Speaker
Description
Quantum sensing protocols based on superconducting qubits are emerging as promising tools for applications ranging from fundamental physics to the search for axion dark matter with haloscopes. Achieving high-sensitivity photon detection with low dark-count rates is crucial for resolving single-photon wavepackets and weak coherent fields. A promising platform employs networks of superconducting qubits dispersively coupled to a microwave resonator. However, accurately modeling and optimizing these systems under realistic noise conditions requires numerical methods beyond tractable analytical approaches.
We present QSOpt (Quantum Sensing Optimization), a simulation and optimization framework designed for networks of superconducting qubits coupled to a resonator. The key innovation is the application of gradient-based optimization techniques to photon detection protocols in regimes where noise and system complexity preclude analytical solutions. QSOpt integrates the QuTiP quantum simulation library with a JAX backend, enabling efficient automatic differentiation and scalable optimization.

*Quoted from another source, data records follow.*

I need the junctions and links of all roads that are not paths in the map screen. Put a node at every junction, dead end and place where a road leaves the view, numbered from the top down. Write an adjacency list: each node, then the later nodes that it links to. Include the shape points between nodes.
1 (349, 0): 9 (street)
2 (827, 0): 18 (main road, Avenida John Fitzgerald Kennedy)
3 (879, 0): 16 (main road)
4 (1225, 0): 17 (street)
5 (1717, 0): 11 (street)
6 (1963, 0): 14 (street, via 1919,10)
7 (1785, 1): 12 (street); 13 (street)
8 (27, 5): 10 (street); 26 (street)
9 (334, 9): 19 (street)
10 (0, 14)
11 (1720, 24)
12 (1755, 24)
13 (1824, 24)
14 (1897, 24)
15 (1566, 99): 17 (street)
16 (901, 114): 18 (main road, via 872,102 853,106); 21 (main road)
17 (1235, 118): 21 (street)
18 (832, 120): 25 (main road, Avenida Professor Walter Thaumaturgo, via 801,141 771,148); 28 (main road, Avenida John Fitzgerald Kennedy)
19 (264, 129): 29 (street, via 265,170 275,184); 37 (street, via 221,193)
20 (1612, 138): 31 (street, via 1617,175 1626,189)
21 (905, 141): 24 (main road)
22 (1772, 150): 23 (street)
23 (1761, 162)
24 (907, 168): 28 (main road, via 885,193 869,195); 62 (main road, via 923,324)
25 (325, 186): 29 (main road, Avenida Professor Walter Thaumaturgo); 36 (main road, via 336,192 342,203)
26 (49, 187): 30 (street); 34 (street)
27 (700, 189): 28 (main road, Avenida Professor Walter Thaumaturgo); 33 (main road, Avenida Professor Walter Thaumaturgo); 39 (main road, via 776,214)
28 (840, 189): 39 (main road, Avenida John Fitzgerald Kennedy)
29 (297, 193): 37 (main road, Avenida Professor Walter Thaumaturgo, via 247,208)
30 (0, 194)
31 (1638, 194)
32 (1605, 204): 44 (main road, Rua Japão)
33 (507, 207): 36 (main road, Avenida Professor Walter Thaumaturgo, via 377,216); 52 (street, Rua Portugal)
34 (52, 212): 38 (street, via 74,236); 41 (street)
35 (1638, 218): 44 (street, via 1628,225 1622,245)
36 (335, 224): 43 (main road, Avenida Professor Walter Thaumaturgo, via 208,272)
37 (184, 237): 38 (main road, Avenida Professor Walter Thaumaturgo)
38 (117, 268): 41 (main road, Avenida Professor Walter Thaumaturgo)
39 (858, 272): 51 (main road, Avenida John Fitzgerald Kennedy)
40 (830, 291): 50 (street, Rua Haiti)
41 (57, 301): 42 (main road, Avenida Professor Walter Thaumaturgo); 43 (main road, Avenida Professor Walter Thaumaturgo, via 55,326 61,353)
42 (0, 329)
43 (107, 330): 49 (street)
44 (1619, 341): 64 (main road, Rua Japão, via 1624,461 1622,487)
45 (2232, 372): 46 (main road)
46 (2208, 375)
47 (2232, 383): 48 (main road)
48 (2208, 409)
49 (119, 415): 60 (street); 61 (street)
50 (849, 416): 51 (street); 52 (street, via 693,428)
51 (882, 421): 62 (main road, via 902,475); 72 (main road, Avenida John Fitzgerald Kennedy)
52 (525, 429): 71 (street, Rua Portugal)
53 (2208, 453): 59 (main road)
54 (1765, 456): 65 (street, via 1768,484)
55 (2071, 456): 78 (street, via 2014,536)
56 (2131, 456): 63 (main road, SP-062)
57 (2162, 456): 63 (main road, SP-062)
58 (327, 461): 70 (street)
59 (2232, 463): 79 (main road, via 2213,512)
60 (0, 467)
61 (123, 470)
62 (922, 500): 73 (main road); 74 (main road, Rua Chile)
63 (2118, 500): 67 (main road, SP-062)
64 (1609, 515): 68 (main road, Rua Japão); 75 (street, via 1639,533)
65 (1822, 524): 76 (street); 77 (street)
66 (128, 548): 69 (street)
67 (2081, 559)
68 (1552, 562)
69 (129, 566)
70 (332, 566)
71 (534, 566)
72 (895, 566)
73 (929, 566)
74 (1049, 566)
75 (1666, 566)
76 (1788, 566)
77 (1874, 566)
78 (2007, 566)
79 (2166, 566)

The framework supports joint optimization of hardware parameters, such as dispersive shifts and cavity couplings, and quantum circuits for state preparation. The latter is implemented within a quantum machine learning paradigm, allowing exploration of both separable and entangled multi-qubit states. This approach enhances detection performance under realistic noise and enables the discovery of previously unexplored multi-qubit sensing protocols.